● **Exercise details**
Could you set down every entry below exactly as it is?

(Data items)
[Start of section]
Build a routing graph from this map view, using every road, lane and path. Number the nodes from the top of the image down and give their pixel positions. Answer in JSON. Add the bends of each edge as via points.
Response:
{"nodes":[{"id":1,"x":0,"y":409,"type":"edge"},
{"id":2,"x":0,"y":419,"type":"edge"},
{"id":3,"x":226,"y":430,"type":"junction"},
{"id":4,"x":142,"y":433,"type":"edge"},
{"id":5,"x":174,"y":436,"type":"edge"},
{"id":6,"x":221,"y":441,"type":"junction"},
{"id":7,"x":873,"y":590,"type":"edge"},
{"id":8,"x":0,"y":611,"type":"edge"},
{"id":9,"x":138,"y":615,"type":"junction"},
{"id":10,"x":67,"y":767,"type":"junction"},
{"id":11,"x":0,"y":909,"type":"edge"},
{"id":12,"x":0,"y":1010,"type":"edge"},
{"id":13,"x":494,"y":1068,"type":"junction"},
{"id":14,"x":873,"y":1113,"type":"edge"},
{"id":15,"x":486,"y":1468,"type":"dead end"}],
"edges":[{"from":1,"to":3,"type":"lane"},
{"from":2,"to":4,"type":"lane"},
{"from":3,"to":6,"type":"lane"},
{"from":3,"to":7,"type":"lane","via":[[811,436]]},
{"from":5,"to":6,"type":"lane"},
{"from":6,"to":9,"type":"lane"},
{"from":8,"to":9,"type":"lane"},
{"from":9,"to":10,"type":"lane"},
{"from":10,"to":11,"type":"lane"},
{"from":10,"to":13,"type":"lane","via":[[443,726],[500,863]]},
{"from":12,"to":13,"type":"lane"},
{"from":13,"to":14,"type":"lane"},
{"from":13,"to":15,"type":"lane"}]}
[End of section]
● **Answer to the exercise**
Build a routing graph from this map view, using every road, lane and path. Number the nodes from the top of the image down and give their pixel positions. Answer in JSON. Add the bends of each edge as via points.
Response:
{"nodes":[{"id":1,"x":0,"y":409,"type":"edge"},
{"id":2,"x":0,"y":419,"type":"edge"},
{"id":3,"x":226,"y":430,"type":"junction"},
{"id":4,"x":142,"y":433,"type":"edge"},
{"id":5,"x":174,"y":436,"type":"edge"},
{"id":6,"x":221,"y":441,"type":"junction"},
{"id":7,"x":873,"y":590,"type":"edge"},
{"id":8,"x":0,"y":611,"type":"edge"},
{"id":9,"x":138,"y":615,"type":"junction"},
{"id":10,"x":67,"y":767,"type":"junction"},
{"id":11,"x":0,"y":909,"type":"edge"},
{"id":12,"x":0,"y":1010,"type":"edge"},
{"id":13,"x":494,"y":1068,"type":"junction"},
{"id":14,"x":873,"y":1113,"type":"edge"},
{"id":15,"x":486,"y":1468,"type":"dead end"}],
"edges":[{"from":1,"to":3,"type":"lane"},
{"from":2,"to":4,"type":"lane"},
{"from":3,"to":6,"type":"lane"},
{"from":3,"to":7,"type":"lane","via":[[811,436]]},
{"from":5,"to":6,"type":"lane"},
{"from":6,"to":9,"type":"lane"},
{"from":8,"to":9,"type":"lane"},
{"from":9,"to":10,"type":"lane"},
{"from":10,"to":11,"type":"lane"},
{"from":10,"to":13,"type":"lane","via":[[443,726],[500,863]]},
{"from":12,"to":13,"type":"lane"},
{"from":13,"to":14,"type":"lane"},
{"from":13,"to":15,"type":"lane"}]}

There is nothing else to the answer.